Investors were sent scurrying on the prospect of tighter borrowing costs as the Federal Reserve positions itself for an expected jump in inflation if Donald Trump makes good on promises to ramp up infrastructure spending and slash taxes.
While the decision to lift rates had been a certainty, a plan to hike them three times rather than the expected twice jolted trading floors.
The news sent the dollar soaring well past 117 yen and its highest level since February, while it also bulldozed other currencies, particularly higher-yielding, riskier, units and those of emerging market nations.
“This is flat out hawkish, and the US dollar is reacting accordingly,” Stephen Innes, senior trader at OANDA, said in a note. “I thought we would be calling (Fed chief Janet Yellen’s) bluff this morning, as the market had expected at most a subtle shift in Fed language.
“However, the Fed’s forward guidance is in reaction to Trumpflation as Dr Yellen did little to quell the markets’ pent up view that both growth and inflation will accelerate in 2017.”
In Asian trade the greenback pushed towards 118 yen and jumped more than one percent against the Australian and Canadian dollar while their New Zealand counterpart was almost two percent down. The Mexican peso also tumbled.

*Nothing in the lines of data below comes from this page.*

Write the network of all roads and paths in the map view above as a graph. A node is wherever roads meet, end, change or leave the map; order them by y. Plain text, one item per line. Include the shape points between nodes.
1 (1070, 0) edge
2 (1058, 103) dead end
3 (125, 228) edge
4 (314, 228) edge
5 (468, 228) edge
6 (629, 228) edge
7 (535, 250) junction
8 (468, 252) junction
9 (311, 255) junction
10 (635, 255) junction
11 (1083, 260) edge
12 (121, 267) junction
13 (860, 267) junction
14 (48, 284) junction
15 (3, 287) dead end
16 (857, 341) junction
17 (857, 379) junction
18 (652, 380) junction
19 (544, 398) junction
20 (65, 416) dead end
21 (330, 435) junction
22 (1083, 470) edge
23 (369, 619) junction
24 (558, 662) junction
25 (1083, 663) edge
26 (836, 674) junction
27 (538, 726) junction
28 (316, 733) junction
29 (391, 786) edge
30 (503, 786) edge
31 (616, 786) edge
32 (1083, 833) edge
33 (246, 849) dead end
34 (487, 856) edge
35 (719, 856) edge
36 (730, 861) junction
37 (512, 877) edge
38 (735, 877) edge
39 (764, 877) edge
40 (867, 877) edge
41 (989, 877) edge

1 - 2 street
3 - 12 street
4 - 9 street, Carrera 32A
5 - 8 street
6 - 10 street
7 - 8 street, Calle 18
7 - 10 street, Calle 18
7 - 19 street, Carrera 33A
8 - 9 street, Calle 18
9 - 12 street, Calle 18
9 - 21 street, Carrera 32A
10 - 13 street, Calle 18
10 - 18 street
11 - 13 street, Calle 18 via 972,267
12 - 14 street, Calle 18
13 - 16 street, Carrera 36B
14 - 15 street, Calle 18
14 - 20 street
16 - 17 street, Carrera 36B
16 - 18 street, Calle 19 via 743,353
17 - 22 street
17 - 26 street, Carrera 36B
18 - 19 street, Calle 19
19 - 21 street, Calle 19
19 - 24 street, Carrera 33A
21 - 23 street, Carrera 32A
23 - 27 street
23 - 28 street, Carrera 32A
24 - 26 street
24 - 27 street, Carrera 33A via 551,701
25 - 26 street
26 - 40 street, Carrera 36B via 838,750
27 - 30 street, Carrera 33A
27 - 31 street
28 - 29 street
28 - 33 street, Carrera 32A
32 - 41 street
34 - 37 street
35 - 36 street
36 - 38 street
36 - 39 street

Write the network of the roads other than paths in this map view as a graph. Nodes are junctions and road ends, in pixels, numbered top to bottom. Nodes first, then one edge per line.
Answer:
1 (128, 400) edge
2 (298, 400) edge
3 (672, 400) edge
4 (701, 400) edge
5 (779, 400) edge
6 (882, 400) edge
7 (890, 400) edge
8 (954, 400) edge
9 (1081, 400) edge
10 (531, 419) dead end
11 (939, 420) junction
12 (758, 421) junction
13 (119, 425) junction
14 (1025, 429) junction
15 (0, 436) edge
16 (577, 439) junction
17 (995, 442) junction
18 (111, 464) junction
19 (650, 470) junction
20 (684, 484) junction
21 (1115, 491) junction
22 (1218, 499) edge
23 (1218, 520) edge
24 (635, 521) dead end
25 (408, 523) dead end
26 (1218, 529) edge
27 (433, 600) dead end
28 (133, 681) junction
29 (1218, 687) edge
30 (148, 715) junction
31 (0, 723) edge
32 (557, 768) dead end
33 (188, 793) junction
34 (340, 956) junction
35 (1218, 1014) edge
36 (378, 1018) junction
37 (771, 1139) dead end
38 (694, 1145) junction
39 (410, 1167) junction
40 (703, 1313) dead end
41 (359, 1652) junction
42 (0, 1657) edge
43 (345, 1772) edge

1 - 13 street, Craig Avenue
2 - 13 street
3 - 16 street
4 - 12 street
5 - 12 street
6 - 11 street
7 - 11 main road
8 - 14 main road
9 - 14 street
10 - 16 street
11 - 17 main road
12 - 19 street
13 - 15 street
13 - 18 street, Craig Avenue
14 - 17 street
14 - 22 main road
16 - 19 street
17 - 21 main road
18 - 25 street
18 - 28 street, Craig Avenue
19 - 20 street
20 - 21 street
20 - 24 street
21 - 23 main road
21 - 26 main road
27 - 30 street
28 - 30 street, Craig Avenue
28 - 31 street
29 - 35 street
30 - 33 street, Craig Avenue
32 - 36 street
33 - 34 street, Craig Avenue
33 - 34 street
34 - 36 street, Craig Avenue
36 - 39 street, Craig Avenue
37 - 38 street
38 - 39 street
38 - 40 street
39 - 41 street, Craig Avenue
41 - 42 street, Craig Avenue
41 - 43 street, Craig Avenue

The dollar was also up 0.7 percent on the South Korean won and 0.6 percent versus Indonesia’s rupiah. The Thai baht, Malaysian ringgit and Singapore dollar also suffered heavy losses.
- ‘Big event’ -
In her post-announcement conference, Yellen said the rise was a reflection of “the confidence we have in the progress that the economy has made and our judgment that that progress will continue”.
However, the upbeat outlook for the key driver of global growth was unable to comfort Asian traders worried about a flood of cash out of their own economies as dealers look for better returns in the US. Hong Kong sank 1.8 percent, with property firms hammered. The city’s monetary policy is linked to the US and its de facto central bank on Thursday followed the Fed lead to raise interest rates, feeding worries about its already struggling economy. Shanghai lost 0.7 percent as traders fret about further outflows of cash, with China’s foreign exchange reserves already being hammered by attempts to support the yuan which is sitting at an eight-year low against the dollar.
Sydney was 0.8 percent lower and Singapore 0.9 percent. Manila was 0.7 percent down while Taipei, Kuala Lumpur and Wellington were also sharply lower. Seoul was flat.
However, Tokyo was up 0.2 percent -- heading for a ninth successive gain -- as the weaker yen provided support for exporters.
Greg McKenna, chief market strategist at CFD and FX provider AxiTrader, said: “This is a big event... the Fed has straight-batted it but is hiking and signalling more than the market expected just on current economic settings.”
The decision also led to sharp increases in the yield of 10-year US Treasury bills, while gold -- a safe investment in times of uncertainty -- fell almost two percent to $1,140.